1. They most likely want to live and continue living.

2. But if they go toe to toe in a death match with the PCs they will most likely die.

Mechanically if it's an NPC that will battle the PCs in some way, and the NPC is supposed to not be a complete failure in life, then he's designed to be a decent challenge, (at least provided the PCs meet him at an appropriate level) but not overwhelmingly "perfect."

No one in real life is overwhelmingly perfect, and as you said a batte like that gets annoying.
 

jensun

First Post
I build my NPC's so that they are part of an interesting web of relationships with wants, needs and desires which will intersect with the PC's at some point in time.
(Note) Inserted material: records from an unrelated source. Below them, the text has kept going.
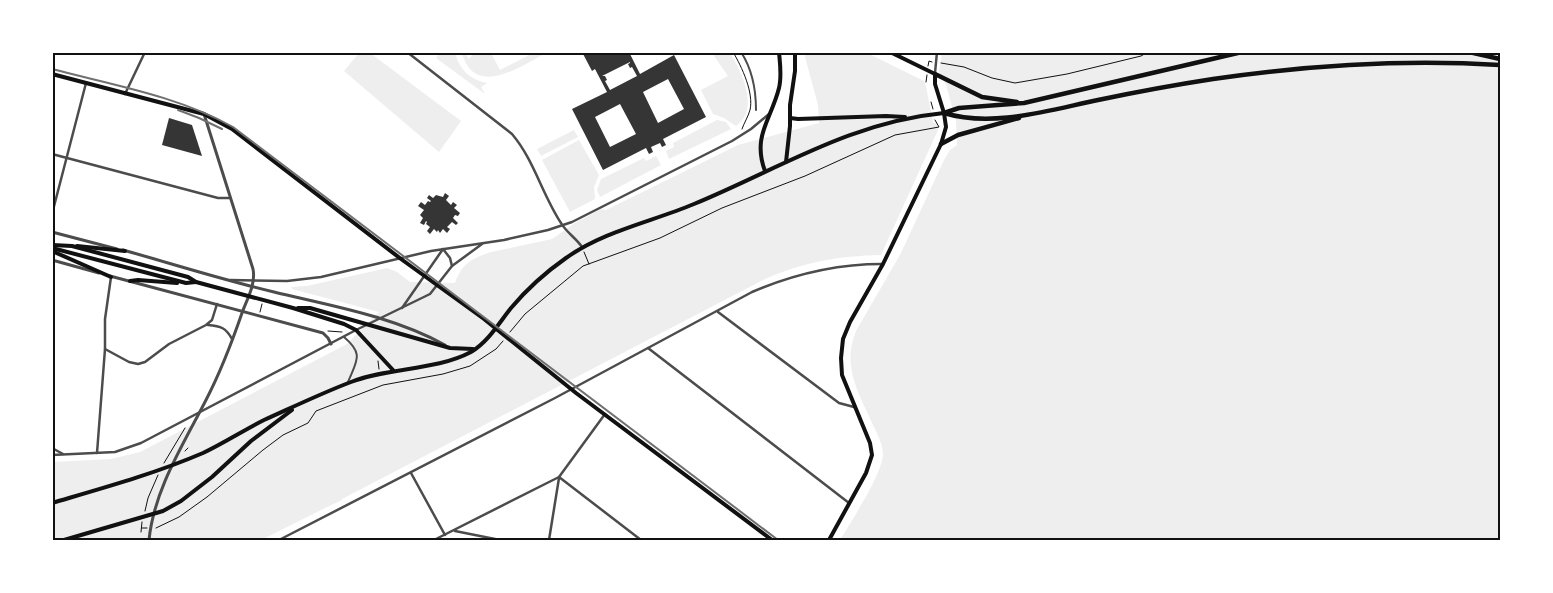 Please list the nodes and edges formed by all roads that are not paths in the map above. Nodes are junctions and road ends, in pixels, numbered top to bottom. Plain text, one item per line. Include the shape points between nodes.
1 (145, 52) edge
2 (407, 52) edge
3 (741, 52) edge
4 (778, 52) edge
5 (794, 52) edge
6 (890, 52) edge
7 (937, 52) edge
8 (1242, 52) edge
9 (1469, 52) edge
10 (1495, 52) edge
11 (1500, 58) edge
12 (1500, 65) edge
13 (52, 74) edge
14 (934, 74) junction
15 (86, 83) junction
16 (125, 94) junction
17 (1024, 103) junction
18 (756, 110) dead end
19 (944, 113) junction
20 (204, 114) junction
21 (769, 114) junction
22 (1026, 115) junction
23 (790, 118) junction
24 (910, 118) junction
25 (941, 144) junction
26 (52, 154) edge
27 (67, 158) junction
28 (786, 162) junction
29 (765, 172) junction
30 (230, 198) junction
31 (52, 214) edge
32 (561, 225) junction
33 (52, 232) edge
34 (483, 244) junction
35 (72, 246) junction
36 (582, 247) junction
37 (52, 248) edge
38 (443, 250) junction
39 (125, 251) junction
40 (401, 259) junction
41 (52, 260) edge
42 (883, 264) junction
43 (452, 266) junction
44 (424, 276) junction
45 (111, 277) junction
46 (226, 279) junction
47 (130, 281) junction
48 (254, 281) junction
49 (196, 282) junction
50 (186, 283) junction
51 (252, 286) junction
52 (437, 286) junction
53 (248, 296) junction
54 (217, 304) junction
55 (293, 308) junction
56 (401, 309) junction
57 (243, 311) junction
58 (718, 312) junction
59 (381, 318) junction
60 (370, 324) junction
61 (206, 325) junction
62 (356, 330) junction
63 (344, 337) junction
64 (232, 340) junction
65 (331, 344) junction
66 (450, 348) junction
67 (648, 348) junction
68 (105, 349) junction
69 (475, 349) junction
70 (393, 370) junction
71 (348, 383) junction
72 (571, 388) junction
73 (296, 407) junction
74 (854, 407) junction
75 (199, 413) junction
76 (605, 414) junction
77 (52, 448) edge
78 (97, 453) junction
79 (64, 454) junction
80 (52, 455) edge
81 (171, 467) junction
82 (411, 472) junction
83 (559, 477) junction
84 (52, 503) edge
85 (849, 503) junction
86 (153, 514) junction
87 (454, 531) junction
88 (445, 535) junction
89 (64, 540) edge
90 (149, 540) edge
91 (279, 540) edge
92 (434, 540) edge
93 (500, 540) edge
94 (549, 540) edge
95 (641, 540) edge
96 (772, 540) edge
97 (829, 540) edge

1 - 16 street
2 - 32 street via 512,134 524,148
3 - 18 street via 754,85
4 - 21 main road via 780,83
5 - 23 main road via 796,71
6 - 14 main road
7 - 14 street
8 - 17 highway
9 - 11 highway
10 - 11 highway
12 - 22 highway via 1406,62 1280,70 1170,86
13 - 15 main road
14 - 17 highway via 982,97
14 - 19 main road
15 - 16 main road
15 - 27 street
16 - 20 main road
17 - 19 highway via 958,108
19 - 22 highway via 959,118
19 - 24 main road
19 - 25 main road via 946,127
20 - 30 street
20 - 40 main road via 232,129
21 - 29 main road via 760,145
21 - 32 street via 739,137
22 - 25 highway via 958,135
23 - 24 main road
23 - 28 main road
24 - 28 main road via 835,140
25 - 42 main road
26 - 27 street
27 - 30 street via 218,198
27 - 31 street
28 - 29 main road
29 - 36 main road via 689,206
30 - 48 street
32 - 34 street
32 - 36 street
33 - 39 street
34 - 38 street
34 - 43 street
35 - 37 main road
35 - 39 main road
35 - 49 main road via 188,277
36 - 69 main road via 533,284
37 - 45 main road
37 - 50 main road
38 - 40 street
38 - 43 street
38 - 44 street
39 - 46 street
40 - 44 main road
40 - 48 street via 321,277
41 - 45 street
42 - 58 street via 847,265 792,277 752,292
42 - 74 main road via 843,339 841,370
43 - 52 street
44 - 52 main road
44 - 56 street
45 - 47 street
45 - 68 street
46 - 48 street
46 - 51 street
47 - 50 main road
47 - 54 street
48 - 51 street
49 - 50 main road
49 - 53 main road
51 - 53 street
51 - 59 street
52 - 56 street via 430,294
52 - 72 main road via 508,336
53 - 55 main road
53 - 57 street
54 - 57 street
54 - 61 street via 212,320
55 - 60 main road via 310,308
55 - 62 main road
56 - 59 street
57 - 64 street
57 - 65 street via 322,333
58 - 67 street
58 - 74 street via 839,403
59 - 60 street
59 - 66 street
60 - 62 street
60 - 66 main road
61 - 64 street via 224,328
61 - 68 street via 138,364 120,359
62 - 63 street
62 - 70 main road
63 - 65 street
63 - 71 street via 354,346 357,355
64 - 75 street
65 - 75 street
66 - 69 main road
67 - 72 street
67 - 85 street
68 - 78 street
69 - 70 main road via 450,360
70 - 71 main road
71 - 73 main road
72 - 76 main road
72 - 82 street
73 - 81 main road
73 - 86 main road via 251,440 196,490 175,505
74 - 85 main road via 870,442 872,455
75 - 78 street via 134,446
75 - 81 street
76 - 83 street
76 - 96 main road
77 - 79 street
78 - 79 street
79 - 80 street
81 - 84 main road
81 - 86 street
82 - 88 street
82 - 91 street
83 - 87 street
83 - 94 street
83 - 95 street
85 - 97 main road
86 - 89 main road
86 - 90 street
87 - 88 street
87 - 93 street
88 - 92 street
Of course, if putting together combat stats for them I try to make them an interesting challenge rather than a minmax'd twink.
 

Piratecat

Sesquipedalian
But for me it mainly depends on the situation the NPC is set in. Some are meant to escape and live. Some are meant to fight and die. Others are meant to fight and surrender (giving the choice of life or death to the PCs). It doesn't always work out that way, but yes... Sometimes I build an NPC specifically to live or die, because that is what will amuse me or my players.
Well spoken. That's a more accurate description of what I do as well. For instance, I have a NPC coming up in a game that I'd love to have as a continuing rival. He shouldn't be a pushover in the first encounter if that's what he's made for.

Likewise, lots of my NPCs have non-combat abilities and skills that make sense for them. More fun that way.
 

Dannager

First Post
I build my NPCs to live. That doesn't mean "to be as hard is possible to kill", but "Build them not like a 5 round combat encounter, but as something which lives in the game world and has a place in it".
And yet constructing them as an entertaining 5-10 round combat encounter is the most efficient way of managing most NPCs (though not all), especially since the majority of NPCs that require rules information are going to be facing the party in combat anyway. Giving them a "place" in your game world sure sounds nice and enlightened, but a lot of that effort will ultimately go to waste. Better to focus on the actual entertainment value of the game, and to do that you should be taking the approach that Piratecat and Grymar take.
 

catsclaw227

First Post
In my campaign, I call NPCs the multi-encounter personalities that could be friendly or not-so-friendly with the PCs, be kings and sheriffs and barmaids and troubadours.

The "NPCs" that are lined up as a combat encounters may be called NPCs officially, but mostly they are reskinned monsters.

How well they do in combat has to do with the role they are supposed to be playing in the game.